Ernest Hemingway's final posthumous work bears the rather awkward designation "a fictional memoir" and arrives under a cloud of controversial editing and patching--but all of that ends up being beside the point. Though this account of a 1953 safari in Kenya lacks the resolution and clarity of the best Hemingway (The Sun Also Rises, A Farewell to Arms) it is "real" Hemingway nonetheless. Let scholars work out where memoir leaves off and fiction begins: for the common reader, the prose alone casts an irresistible spell.

In True at First Light the glory days of the "great white hunters" are over and the Mau Mau rebellion is violently dislodging European farmers from Kenya's arable lands. But to the African gun bearers, drivers, and game scouts who run his safari in the shadow of Mount Kilimanjaro, Hemingway remains a lordly figure--almost a god. Two parallel quests propel the narrative: Mary, Hemingway's fourth and last wife, doggedly stalks an enormous black-maned lion that she is determined to kill by Christmas, while Hemingway becomes increasingly obsessed with Debba, a beautiful young African woman. What makes the novel especially strange and compelling is that Mary knows all about Debba and accepts her as a "supplementary wife," even as she loses no opportunity to rake her husband over the coals for his drinking, lack of discipline in camp, and condescending protectiveness.

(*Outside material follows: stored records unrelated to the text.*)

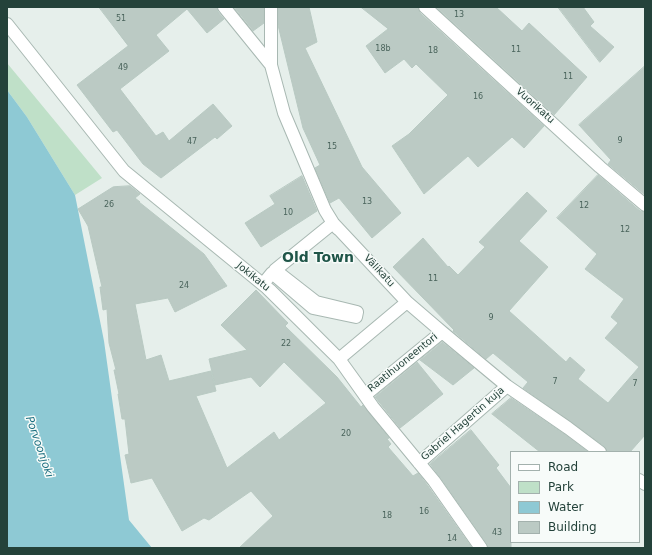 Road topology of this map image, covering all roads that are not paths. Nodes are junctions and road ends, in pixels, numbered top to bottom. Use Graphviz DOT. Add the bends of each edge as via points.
graph roads {
  1 [pos="224,7"];
  2 [pos="271,7"];
  3 [pos="425,7"];
  4 [pos="7,24"];
  5 [pos="271,65"];
  6 [pos="645,205"];
  7 [pos="333,223"];
  8 [pos="263,284"];
  9 [pos="408,302"];
  10 [pos="442,332"];
  11 [pos="338,359"];
  12 [pos="507,386"];
  13 [pos="364,395"];
  14 [pos="599,451"];
  15 [pos="419,463"];
  16 [pos="480,548"];
  1 -- 5 [label="street, Välikatu"];
  2 -- 5 [label="street"];
  3 -- 6 [label="street, Vuorikatu"];
  4 -- 8 [label="street, Jokikatu" via="124,171"];
  5 -- 7 [label="street, Välikatu" via="284,113 325,210"];
  7 -- 8 [label="street" via="275,270 316,302 356,312 356,318 313,308 272,273"];
  7 -- 9 [label="street, Välikatu"];
  8 -- 11 [label="street, Raatihuoneentori"];
  9 -- 10 [label="street, Raatihuoneentori"];
  9 -- 11 [label="street"];
  10 -- 12 [label="street"];
  10 -- 13 [label="street, Raatihuoneentori"];
  11 -- 13 [label="street, Raatihuoneentori"];
  12 -- 14 [label="street"];
  12 -- 15 [label="street, Gabriel Hagertin kuja"];
  13 -- 15 [label="street"];
  15 -- 16 [label="street"];
}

As usual with Hemingway, atmosphere and attitude are far more important than plot. Mary at one point berates her husband as a "conscience-ridden murderer", but this is precisely the moral stance that gives the hunting scenes their tension and beauty. "I was happy that before he died he had lain on the high yellow rounded mound with his tail down", Hemingway writes of "Mary's lion", "and his great paws comfortable before him and looked off across his country to the blue forest and the high white snows of the big Mountain."

Passages like these--and there are many of them-- redeem the book's rambling structure and occasional lapses into self- indulgent posturing. Joan Didion dismissed True at First Light in The New Yorker as "words set down but not yet written", but this fails to acknowledge the power of these words. The value of True at First Light lies in its candour, its nakedness: it provides a rare opportunity to watch a master working his way toward art. --David Laskin --This text refers to the Hardcover edition.

Review

David Gates"Newsweek"A major literary event...a new window into the tantalizing, unsettling, oceanic world of his experimental, unfinished late work.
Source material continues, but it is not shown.